FAQ for holiday entitlement calculator

How do I calculate holiday entitlement if an employee starts or leaves the job part-way through the year?

When an employee starts or leaves their position part-way through the holiday year, their holiday entitlement should be calculated on a pro-rata basis. This means the entitlement will be proportional to the amount of the holiday year they have worked. For example, if they work for six months, they are entitled to half of their annual holiday entitlement.

Can employees carry over unused holiday to the next year?

Whether employees can carry over unused holiday depends on your company’s policy. Legally, employees can carry over up to four weeks of unused statutory holiday into the next holiday year under specific conditions, such as sickness or maternity leave. Any additional holiday above the statutory entitlement is subject to the terms outlined in your company’s holiday policy.

What should I do if an employee switches from full-time to part-time during the year?

If an employee’s status changes from full-time to part-time during the year, you’ll need to adjust their holiday entitlement pro-rata for the remainder of the holiday year. This adjustment should take into account the proportion of the year they worked under each contract, ensuring their total holiday entitlement accurately reflects their new working pattern.

Are bank holidays automatically included in the statutory holiday entitlement?

Yes, bank holidays can be included within the statutory holiday entitlement of 5.6 weeks (28 days) per year. Whether bank holidays are part of an employee’s holiday entitlement depends on the terms of their employment contract. Some employers may choose to offer bank holidays in addition to the statutory entitlement, while others may include them within the 28 days.

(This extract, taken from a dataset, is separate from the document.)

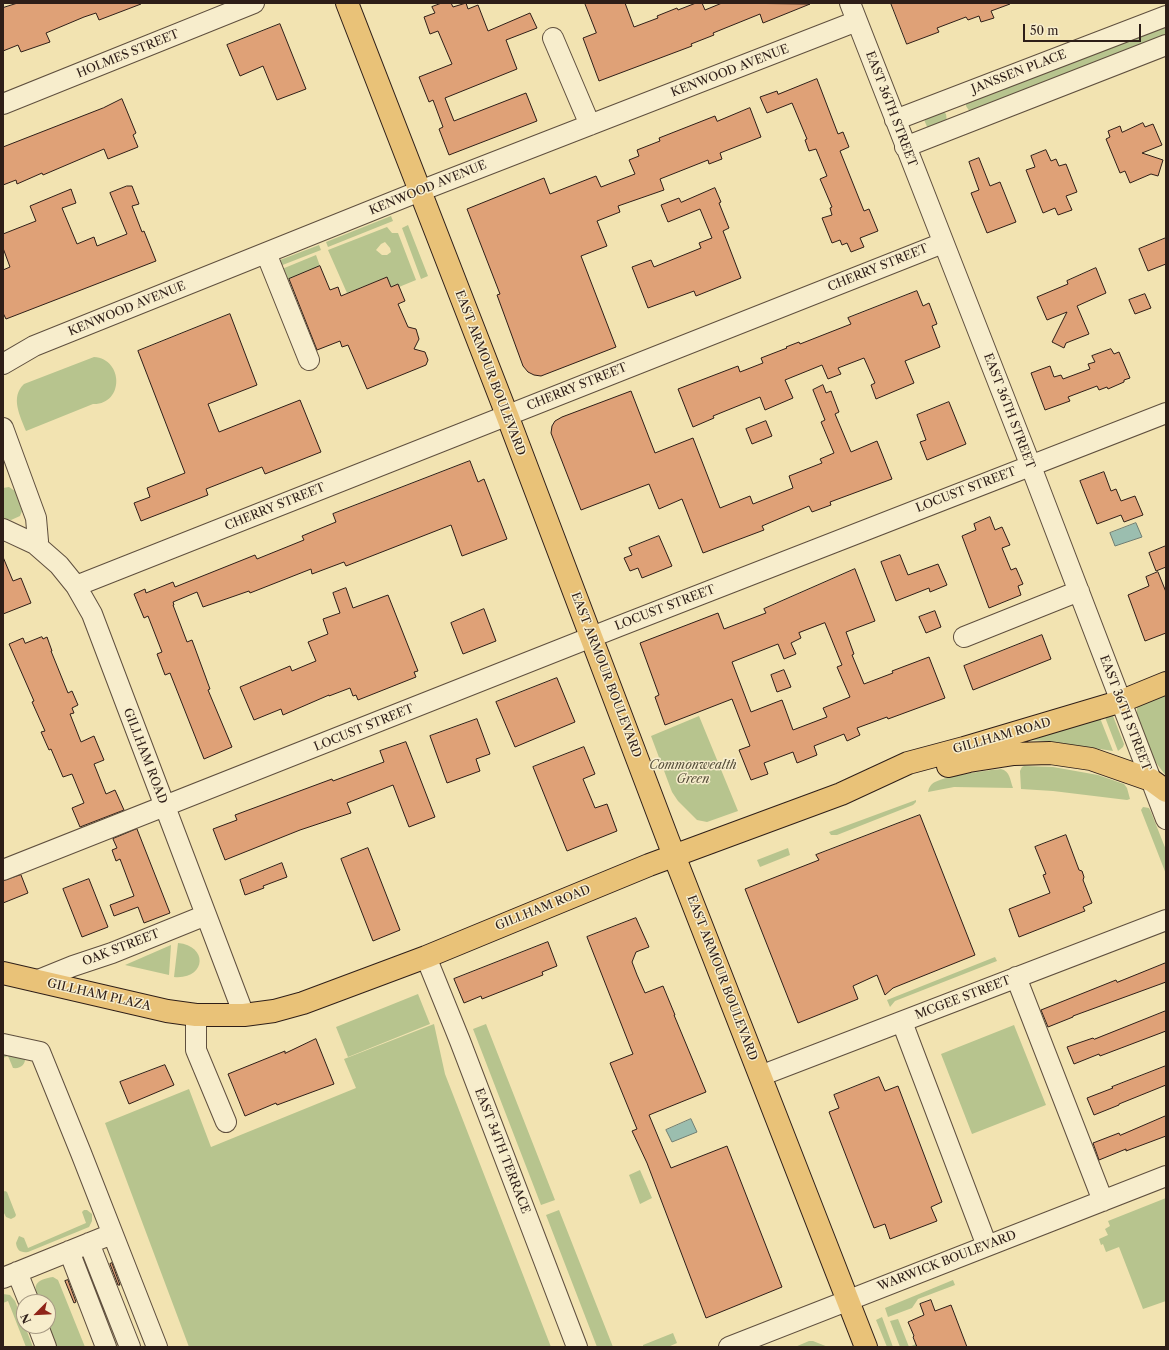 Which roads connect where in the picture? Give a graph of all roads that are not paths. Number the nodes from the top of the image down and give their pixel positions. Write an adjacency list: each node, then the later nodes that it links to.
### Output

How is holiday entitlement calculated for employees with irregular hours or zero-hour contracts?

For employees who work irregular hours or are on zero-hour contracts, holiday entitlement should be calculated based on the average number of hours worked over a 52-week period. If the employee has worked less than a full year, the average should be taken from the total weeks they have worked.

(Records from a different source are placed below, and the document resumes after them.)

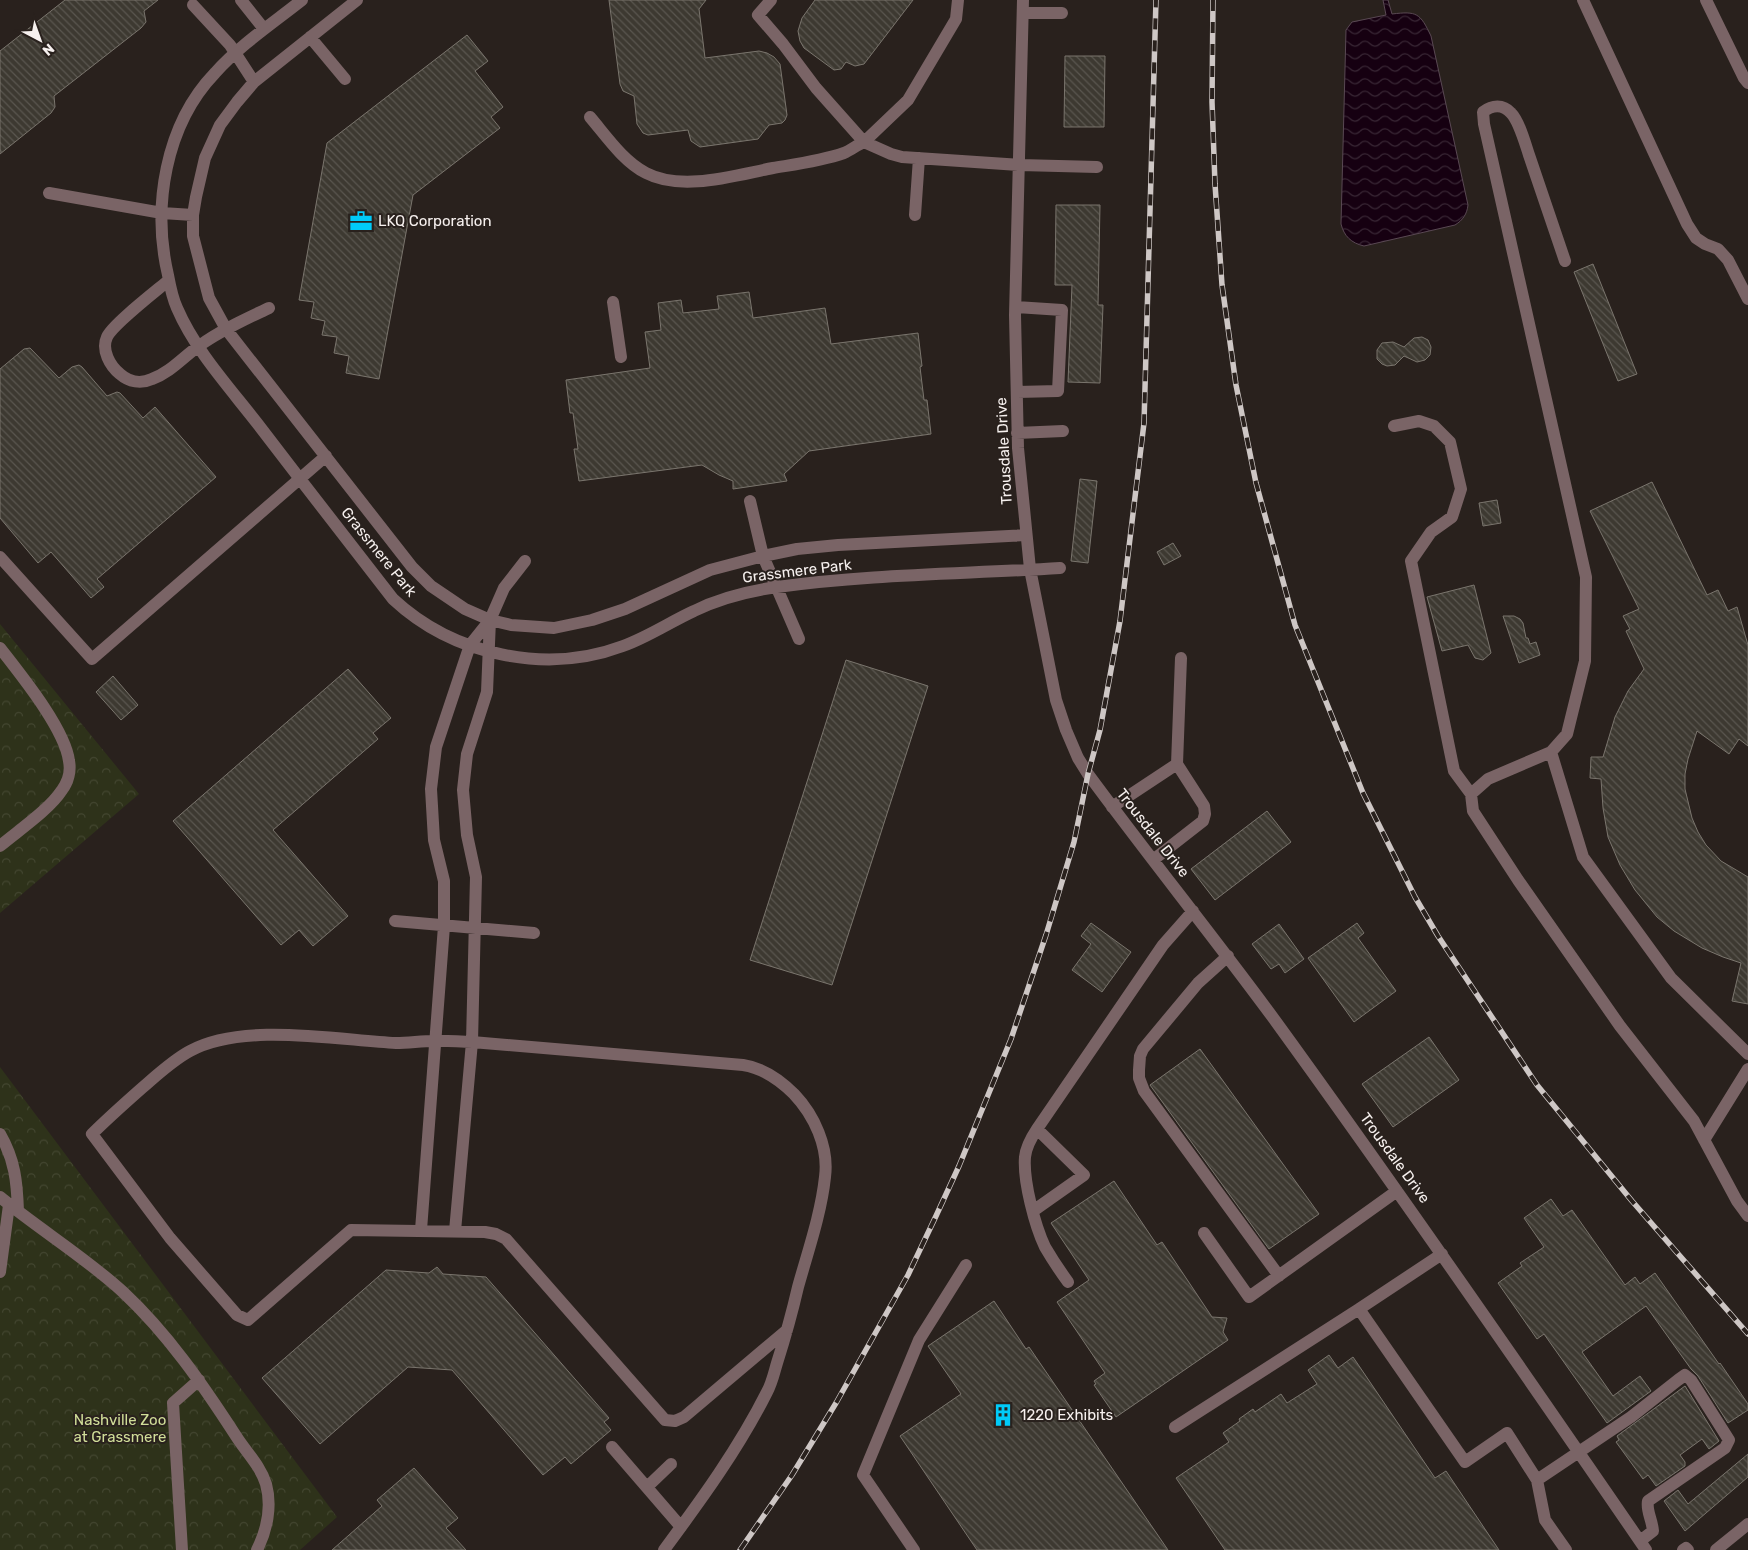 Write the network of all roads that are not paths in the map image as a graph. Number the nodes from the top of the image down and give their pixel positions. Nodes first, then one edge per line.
1 (242, 0) edge
2 (302, 0) edge
3 (357, 0) edge
4 (771, 0) edge
5 (958, 0) edge
6 (1023, 0) edge
7 (1583, 0) edge
8 (1706, 0) edge
9 (193, 5) dead end
10 (1023, 14) junction
11 (1062, 14) dead end
12 (264, 29) junction
13 (310, 37) junction
14 (235, 54) junction
15 (344, 79) dead end
16 (254, 82) junction
17 (1748, 83) edge
18 (590, 117) dead end
19 (864, 142) junction
20 (919, 158) junction
21 (1020, 165) junction
22 (1097, 167) dead end
23 (49, 193) dead end
24 (162, 213) junction
25 (915, 215) dead end
26 (193, 216) junction
27 (1565, 261) dead end
28 (169, 280) junction
29 (1748, 300) edge
30 (613, 302) dead end
31 (1016, 307) junction
32 (270, 308) dead end
33 (226, 329) junction
34 (199, 346) junction
35 (621, 357) dead end
36 (1017, 392) junction
37 (1394, 426) dead end
38 (1063, 431) dead end
39 (1017, 433) junction
40 (326, 456) junction
41 (299, 478) junction
42 (750, 502) dead end
43 (1026, 536) junction
44 (763, 556) junction
45 (0, 557) edge
46 (525, 560) dead end
47 (1060, 568) dead end
48 (1030, 570) junction
49 (777, 587) junction
50 (490, 620) junction
51 (799, 639) dead end
52 (470, 645) junction
53 (0, 648) edge
54 (488, 652) junction
55 (1181, 658) dead end
56 (1551, 752) junction
57 (1177, 764) junction
58 (1471, 794) junction
59 (1112, 807) junction
60 (0, 846) edge
61 (1153, 860) junction
62 (1193, 911) junction
63 (395, 921) dead end
64 (444, 926) junction
65 (475, 929) junction
66 (534, 933) dead end
67 (1228, 956) junction
68 (435, 1040) junction
69 (472, 1042) junction
70 (1748, 1054) edge
71 (1748, 1069) edge
72 (1037, 1129) junction
73 (0, 1134) edge
74 (1704, 1140) junction
75 (1397, 1191) junction
76 (9, 1204) edge
77 (1033, 1211) junction
78 (1748, 1216) edge
79 (421, 1230) junction
80 (455, 1231) junction
81 (1204, 1233) dead end
82 (1442, 1254) junction
83 (966, 1265) dead end
84 (0, 1272) edge
85 (1278, 1276) junction
86 (1068, 1282) dead end
87 (1359, 1309) junction
88 (787, 1330) junction
89 (199, 1380) junction
90 (1175, 1427) dead end
91 (612, 1447) dead end
92 (1578, 1451) junction
93 (671, 1464) dead end
94 (1537, 1480) junction
95 (647, 1488) junction
96 (1748, 1524) edge
97 (681, 1527) junction
98 (1643, 1546) edge
99 (182, 1550) edge
100 (257, 1550) edge
101 (664, 1550) edge
102 (914, 1550) edge
103 (1566, 1550) edge
104 (1683, 1550) edge
105 (1688, 1550) edge
106 (1716, 1550) edge

1 - 12 street
2 - 12 street, Grassmere Park
3 - 13 street, Grassmere Park
4 - 19 street
5 - 19 street
6 - 10 street, Trousdale Drive
7 - 29 street
8 - 17 street
9 - 14 street
10 - 11 street
10 - 21 street, Trousdale Drive
12 - 14 street, Grassmere Park
13 - 15 street
13 - 16 street, Grassmere Park
14 - 16 street
14 - 24 street, Grassmere Park
16 - 26 street, Grassmere Park
18 - 19 street
19 - 20 street
20 - 21 street
20 - 25 street
21 - 22 street
21 - 31 street, Trousdale Drive
23 - 24 street
24 - 26 street
24 - 28 street, Grassmere Park
26 - 33 street, Grassmere Park
27 - 56 street
28 - 34 street, Grassmere Park
28 - 34 street
30 - 35 street
31 - 36 street, Trousdale Drive
31 - 36 street
32 - 33 street
33 - 34 street
33 - 40 street, Grassmere Park
34 - 41 street, Grassmere Park
36 - 39 street, Trousdale Drive
37 - 58 street
38 - 39 street
39 - 43 street, Trousdale Drive
40 - 41 street
40 - 50 street, Grassmere Park
41 - 45 street
41 - 52 street, Grassmere Park
42 - 44 street
43 - 44 street, Grassmere Park
43 - 48 street, Trousdale Drive
44 - 49 street
44 - 50 street, Grassmere Park
46 - 50 street
47 - 48 street, Grassmere Park
48 - 49 street, Grassmere Park
48 - 59 street, Trousdale Drive
49 - 51 street
49 - 54 street, Grassmere Park
50 - 52 street
50 - 54 street
52 - 54 street, Grassmere Park
52 - 64 street
53 - 60 street
54 - 65 street
55 - 57 street
56 - 58 street
56 - 70 street
57 - 59 street
57 - 61 street
58 - 74 street
59 - 61 street, Trousdale Drive
61 - 62 street, Trousdale Drive
62 - 67 street, Trousdale Drive
62 - 72 street
63 - 64 street
64 - 65 street
64 - 68 street
65 - 66 street
65 - 69 street
67 - 75 street, Trousdale Drive
67 - 85 street
68 - 69 street
68 - 79 street
68 - 79 street
69 - 80 street
69 - 88 street
71 - 74 street
72 - 77 street
72 - 77 street
73 - 76 street
74 - 78 street
75 - 82 street, Trousdale Drive
75 - 85 street
76 - 84 street
76 - 89 street
77 - 86 street
79 - 80 street
80 - 88 street
81 - 85 street
82 - 87 street
82 - 92 street, Trousdale Drive
83 - 102 street
87 - 90 street
87 - 94 street
88 - 97 street
89 - 99 street
89 - 100 street
91 - 95 street
92 - 94 street
92 - 98 street, Trousdale Drive
92 - 98 street
93 - 95 street
94 - 103 street
95 - 97 street
96 - 106 street
97 - 101 street
104 - 105 street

Can I refuse an employee’s holiday request?

Yes, as an employer, you can refuse holiday requests, provided you give the employee notice equal to at least twice the length of the requested leave (e.g., two weeks’ notice for a one-week holiday). Refusals are typically justified during peak business periods but should be managed carefully to ensure employees can take their holiday at another time.

What happens to an employee’s holiday entitlement if they are sick?

If an employee is sick and cannot take their planned holiday, they have the right to carry over up to four weeks of their statutory holiday entitlement to the next holiday year. You should require the employee to follow your company’s sickness notification procedure, which may include providing evidence of their illness, such as a doctor’s note.

These FAQs are designed to address common concerns employers may have regarding holiday entitlement for part-time employees. For specific situations or further advice, it may be beneficial to consult with an employment law specialist or refer to official guidance from the UK government or relevant employment bodies.